Abstract

The Li4Ti5O12 defect spinel is a promising anode material for lithium ion batteries because it transforms to/from Li7Ti5O12 with a negligible volume change during charging/discharging. Ab initio calculation is a powerful approach for modern materials design and mechanistic studies. However, the atomistic models of the stoichiometric Li4Ti5O12 and Li7Ti5O12 defect spinel have not been optimized due to the requirements of large unit cells and numerous atomistic arrangements of Li and Ti ions at the 16d sites of the defect spinel. In this study, ab initio calculations were systematically performed and the most energetically favorable full supercell models were constructed for both Li4Ti5O12 and Li7Ti5O12 defect spinel.
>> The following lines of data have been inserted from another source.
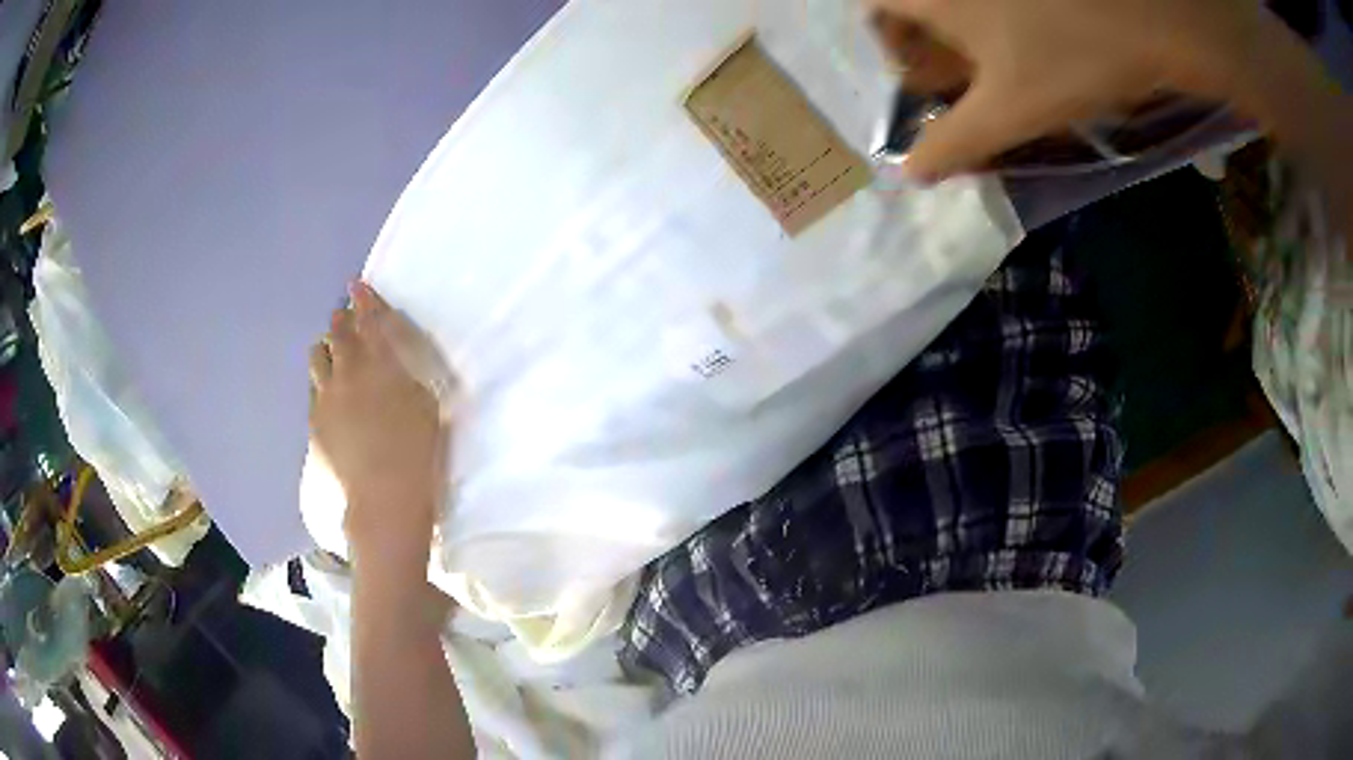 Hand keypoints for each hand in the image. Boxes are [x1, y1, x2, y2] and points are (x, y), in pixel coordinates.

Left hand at [309, 282, 450, 554]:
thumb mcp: (427, 404)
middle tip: (343, 314)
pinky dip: (320, 379)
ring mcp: (326, 397)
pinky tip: (327, 388)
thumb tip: (393, 361)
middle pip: (338, 334)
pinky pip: (313, 388)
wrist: (383, 494)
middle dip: (341, 320)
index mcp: (381, 364)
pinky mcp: (314, 420)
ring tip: (331, 350)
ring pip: (318, 357)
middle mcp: (349, 372)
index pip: (370, 321)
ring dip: (326, 347)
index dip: (364, 300)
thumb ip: (407, 375)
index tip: (356, 285)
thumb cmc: (417, 450)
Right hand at [866, 0, 1288, 179]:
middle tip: (959, 80)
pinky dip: (1001, 24)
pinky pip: (999, 7)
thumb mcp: (1013, 110)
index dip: (887, 43)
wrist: (1149, 16)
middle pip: (919, 5)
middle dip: (930, 42)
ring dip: (968, 35)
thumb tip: (912, 173)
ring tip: (1002, 70)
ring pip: (962, 7)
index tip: (919, 77)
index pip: (873, 8)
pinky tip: (1033, 45)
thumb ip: (957, 142)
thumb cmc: (1073, 57)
The equilibrium lattice parameter of Li4Ti5O12 was 8.4257 Å, while a slight lattice shrinkage of 0.77% and an average intercalation voltage of 1.41 V during charging/discharging were obtained. Moreover, the Li4Ti5O12 phase shows insulating property with a wide bandgap of around 2.3 eV, while the Li7Ti5O12 phase exhibits metallic property. All the calculated structural and electrochemical properties agree closely with the experimental findings in literature. Further theoretical studies on the Li4Ti5O12 defect spinel or other defect spinel in general can be realized according to the full supercell models proposed in this study.